As a full-time researcher on the project ReVISION: Reassessing St. Birgitta and her Revelations in Medieval England: Circulation and Influence, 1380-1530, I am contributing to the production of an edition of the only complete manuscript of the Revelations in Middle English, to be published by EETS. My research presently focuses on analysing the content, influences, and stemmatic affiliations of this version of the text, correcting the typescripts of each folio against the original and evaluating its readings alongside those of Latin versions of the Revelations known to have been produced or circulated in England. ReVISION will thus integrate the English translations of the Revelations into the wider Birgittine textual tradition for the first time, and subsequently reassess the transmission and reception of this highly influential body of mystical texts in fifteenth- and early sixteenth-century England.

 

In addition to these contributions to ReVISION, I am currently preparing a number of papers that present critical editions and literary analyses of unpublished Anglo-Norman Psalmic prayers.
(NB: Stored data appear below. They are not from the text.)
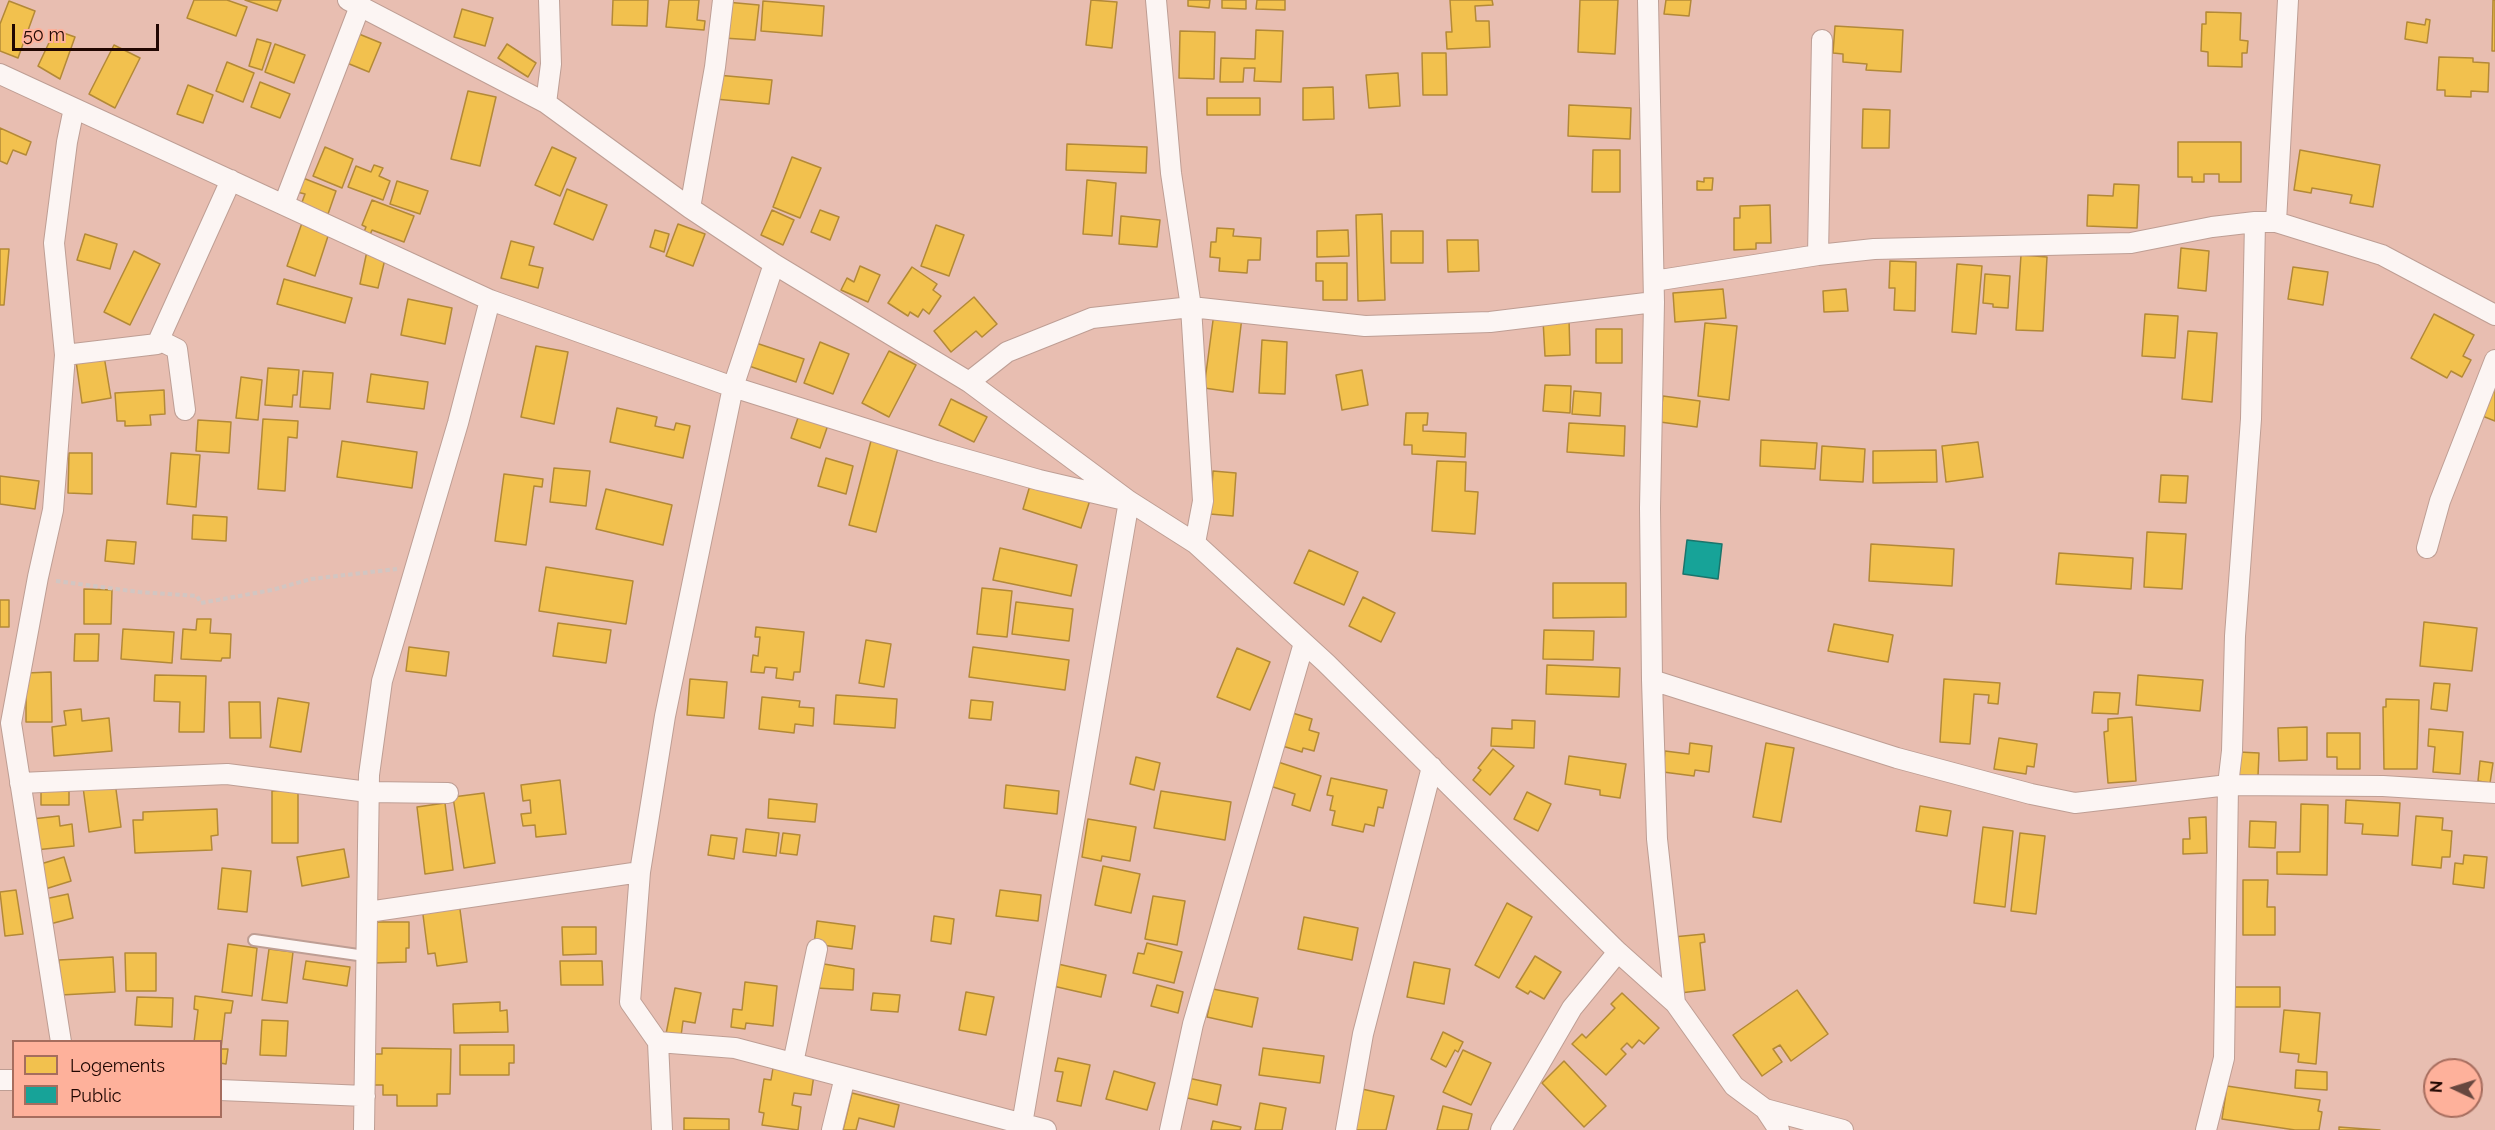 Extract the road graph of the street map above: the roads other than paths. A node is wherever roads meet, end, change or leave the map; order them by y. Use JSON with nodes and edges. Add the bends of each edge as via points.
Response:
{"nodes":[{"id":1,"x":549,"y":0,"type":"edge"},
{"id":2,"x":723,"y":0,"type":"edge"},
{"id":3,"x":1156,"y":0,"type":"edge"},
{"id":4,"x":1648,"y":0,"type":"edge"},
{"id":5,"x":2289,"y":0,"type":"edge"},
{"id":6,"x":354,"y":3,"type":"edge"},
{"id":7,"x":1822,"y":40,"type":"dead end"},
{"id":8,"x":0,"y":74,"type":"edge"},
{"id":9,"x":546,"y":103,"type":"junction"},
{"id":10,"x":74,"y":108,"type":"junction"},
{"id":11,"x":231,"y":180,"type":"junction"},
{"id":12,"x":284,"y":204,"type":"junction"},
{"id":13,"x":690,"y":208,"type":"junction"},
{"id":14,"x":2255,"y":222,"type":"junction"},
{"id":15,"x":2276,"y":222,"type":"junction"},
{"id":16,"x":1818,"y":255,"type":"junction"},
{"id":17,"x":774,"y":264,"type":"junction"},
{"id":18,"x":1654,"y":281,"type":"junction"},
{"id":19,"x":490,"y":300,"type":"junction"},
{"id":20,"x":1654,"y":302,"type":"junction"},
{"id":21,"x":1191,"y":307,"type":"junction"},
{"id":22,"x":2495,"y":315,"type":"edge"},
{"id":23,"x":159,"y":340,"type":"junction"},
{"id":24,"x":65,"y":355,"type":"junction"},
{"id":25,"x":2495,"y":360,"type":"edge"},
{"id":26,"x":969,"y":382,"type":"junction"},
{"id":27,"x":733,"y":387,"type":"junction"},
{"id":28,"x":185,"y":410,"type":"dead end"},
{"id":29,"x":1129,"y":501,"type":"junction"},
{"id":30,"x":1195,"y":543,"type":"junction"},
{"id":31,"x":2427,"y":548,"type":"dead end"},
{"id":32,"x":1304,"y":643,"type":"junction"},
{"id":33,"x":1652,"y":680,"type":"junction"},
{"id":34,"x":8,"y":759,"type":"edge"},
{"id":35,"x":1432,"y":767,"type":"junction"},
{"id":36,"x":20,"y":783,"type":"junction"},
{"id":37,"x":2228,"y":785,"type":"junction"},
{"id":38,"x":368,"y":792,"type":"junction"},
{"id":39,"x":448,"y":793,"type":"dead end"},
{"id":40,"x":2495,"y":793,"type":"edge"},
{"id":41,"x":640,"y":872,"type":"junction"},
{"id":42,"x":368,"y":912,"type":"junction"},
{"id":43,"x":254,"y":940,"type":"dead end"},
{"id":44,"x":817,"y":949,"type":"dead end"},
{"id":45,"x":1618,"y":952,"type":"junction"},
{"id":46,"x":365,"y":956,"type":"junction"},
{"id":47,"x":1675,"y":1003,"type":"junction"},
{"id":48,"x":61,"y":1040,"type":"edge"},
{"id":49,"x":658,"y":1042,"type":"junction"},
{"id":50,"x":793,"y":1063,"type":"junction"},
{"id":51,"x":845,"y":1077,"type":"junction"},
{"id":52,"x":222,"y":1090,"type":"edge"},
{"id":53,"x":365,"y":1096,"type":"junction"},
{"id":54,"x":1765,"y":1109,"type":"junction"},
{"id":55,"x":1021,"y":1126,"type":"edge"},
{"id":56,"x":364,"y":1130,"type":"edge"},
{"id":57,"x":662,"y":1130,"type":"edge"},
{"id":58,"x":832,"y":1130,"type":"edge"},
{"id":59,"x":1046,"y":1130,"type":"edge"},
{"id":60,"x":1170,"y":1130,"type":"edge"},
{"id":61,"x":1346,"y":1130,"type":"edge"},
{"id":62,"x":1501,"y":1130,"type":"edge"},
{"id":63,"x":1779,"y":1130,"type":"edge"},
{"id":64,"x":1843,"y":1130,"type":"edge"},
{"id":65,"x":2206,"y":1130,"type":"edge"}],
"edges":[{"from":1,"to":9,"type":"street","via":[[551,64]]},
{"from":2,"to":13,"type":"street"},
{"from":3,"to":21,"type":"street","via":[[1171,173]]},
{"from":4,"to":18,"type":"street"},
{"from":5,"to":15,"type":"street"},
{"from":6,"to":9,"type":"street"},
{"from":6,"to":12,"type":"street"},
{"from":7,"to":16,"type":"street"},
{"from":8,"to":10,"type":"street"},
{"from":9,"to":13,"type":"street"},
{"from":10,"to":11,"type":"street"},
{"from":10,"to":24,"type":"street","via":[[54,243]]},
{"from":11,"to":12,"type":"street"},
{"from":11,"to":23,"type":"street"},
{"from":12,"to":19,"type":"street"},
{"from":13,"to":17,"type":"street"},
{"from":14,"to":15,"type":"street"},
{"from":14,"to":16,"type":"street","via":[[2131,243],[1874,249]]},
{"from":14,"to":37,"type":"street","via":[[2251,419],[2239,559]]},
{"from":15,"to":22,"type":"street","via":[[2382,255]]},
{"from":16,"to":18,"type":"street"},
{"from":17,"to":26,"type":"street"},
{"from":17,"to":27,"type":"street"},
{"from":18,"to":20,"type":"street"},
{"from":19,"to":27,"type":"street"},
{"from":19,"to":38,"type":"street","via":[[382,681]]},
{"from":20,"to":21,"type":"street","via":[[1490,322],[1365,326]]},
{"from":20,"to":33,"type":"street"},
{"from":21,"to":26,"type":"street","via":[[1092,318],[1007,352]]},
{"from":21,"to":30,"type":"street","via":[[1203,501]]},
{"from":23,"to":24,"type":"street","via":[[157,344]]},
{"from":23,"to":28,"type":"street","via":[[177,349]]},
{"from":24,"to":34,"type":"street","via":[[53,510],[11,723]]},
{"from":25,"to":31,"type":"street","via":[[2440,501]]},
{"from":26,"to":29,"type":"street"},
{"from":27,"to":29,"type":"street","via":[[948,454]]},
{"from":27,"to":41,"type":"street","via":[[665,716]]},
{"from":29,"to":30,"type":"street"},
{"from":29,"to":55,"type":"street"},
{"from":30,"to":32,"type":"street"},
{"from":32,"to":35,"type":"street"},
{"from":32,"to":60,"type":"street","via":[[1193,1024]]},
{"from":33,"to":37,"type":"street","via":[[1897,758],[2075,803]]},
{"from":33,"to":47,"type":"street","via":[[1657,839]]},
{"from":34,"to":36,"type":"street"},
{"from":35,"to":45,"type":"street"},
{"from":35,"to":61,"type":"street","via":[[1363,1034]]},
{"from":36,"to":38,"type":"street","via":[[227,774]]},
{"from":36,"to":48,"type":"street"},
{"from":37,"to":40,"type":"street","via":[[2383,786]]},
{"from":37,"to":65,"type":"street","via":[[2224,1058]]},
{"from":38,"to":39,"type":"street"},
{"from":38,"to":42,"type":"street"},
{"from":41,"to":42,"type":"street"},
{"from":41,"to":49,"type":"street","via":[[630,1002]]},
{"from":42,"to":46,"type":"street"},
{"from":43,"to":46,"type":"lane"},
{"from":44,"to":50,"type":"street"},
{"from":45,"to":47,"type":"street"},
{"from":45,"to":62,"type":"street","via":[[1572,1008]]},
{"from":46,"to":53,"type":"street"},
{"from":47,"to":54,"type":"street","via":[[1734,1086]]},
{"from":49,"to":50,"type":"street","via":[[735,1048]]},
{"from":49,"to":57,"type":"street"},
{"from":50,"to":51,"type":"street"},
{"from":51,"to":55,"type":"street"},
{"from":51,"to":58,"type":"street"},
{"from":52,"to":53,"type":"street"},
{"from":53,"to":56,"type":"street"},
{"from":54,"to":63,"type":"street"},
{"from":54,"to":64,"type":"street"},
{"from":55,"to":59,"type":"street"}]}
Having edited the only known Anglo-Norman version of the Psalter of Saint Jerome, perhaps the most influential and well-known abbreviated Psalter archetype of the Middle Ages, and a sequence of unpublished Psalmic prayers that circulated in manuscripts owned by audiences as diverse as Augustinian nuns and Henry VIII, I will present on these works at academic conferences with the hope of attracting interest in future editions of these significant texts.

 

The paleographical, codicological, and analytic skills integral to these editorial projects have been consistent elements of my academic research at postgraduate and doctoral level. My MSt and DPhil theses both examined manuscripts of non-liturgical prayer texts produced in England between 1050-1250, considering how such devotional literature functioned, signified, and was performed by contemporary audiences. This close reading incorporates aspects of the material text that are rarely represented in critical editions, such as mise-en-page, punctuation, and rubrication, into holistic analyses of these texts in the manuscript(s) in which they are contained. In so doing, it intends to reconstruct the experience of engaging with these texts and understand how medieval interpretations of the meaning and purpose of prayer differ from our own. In addition to examining texts composed in a period that conventional literary historiography portrays as a barren, “lost” era in which little “English” material was composed, my research preference is to select primary source materials that are unpublished in critical editions or comparatively overlooked by academics, seeking to broaden the corpus of sources available for related research.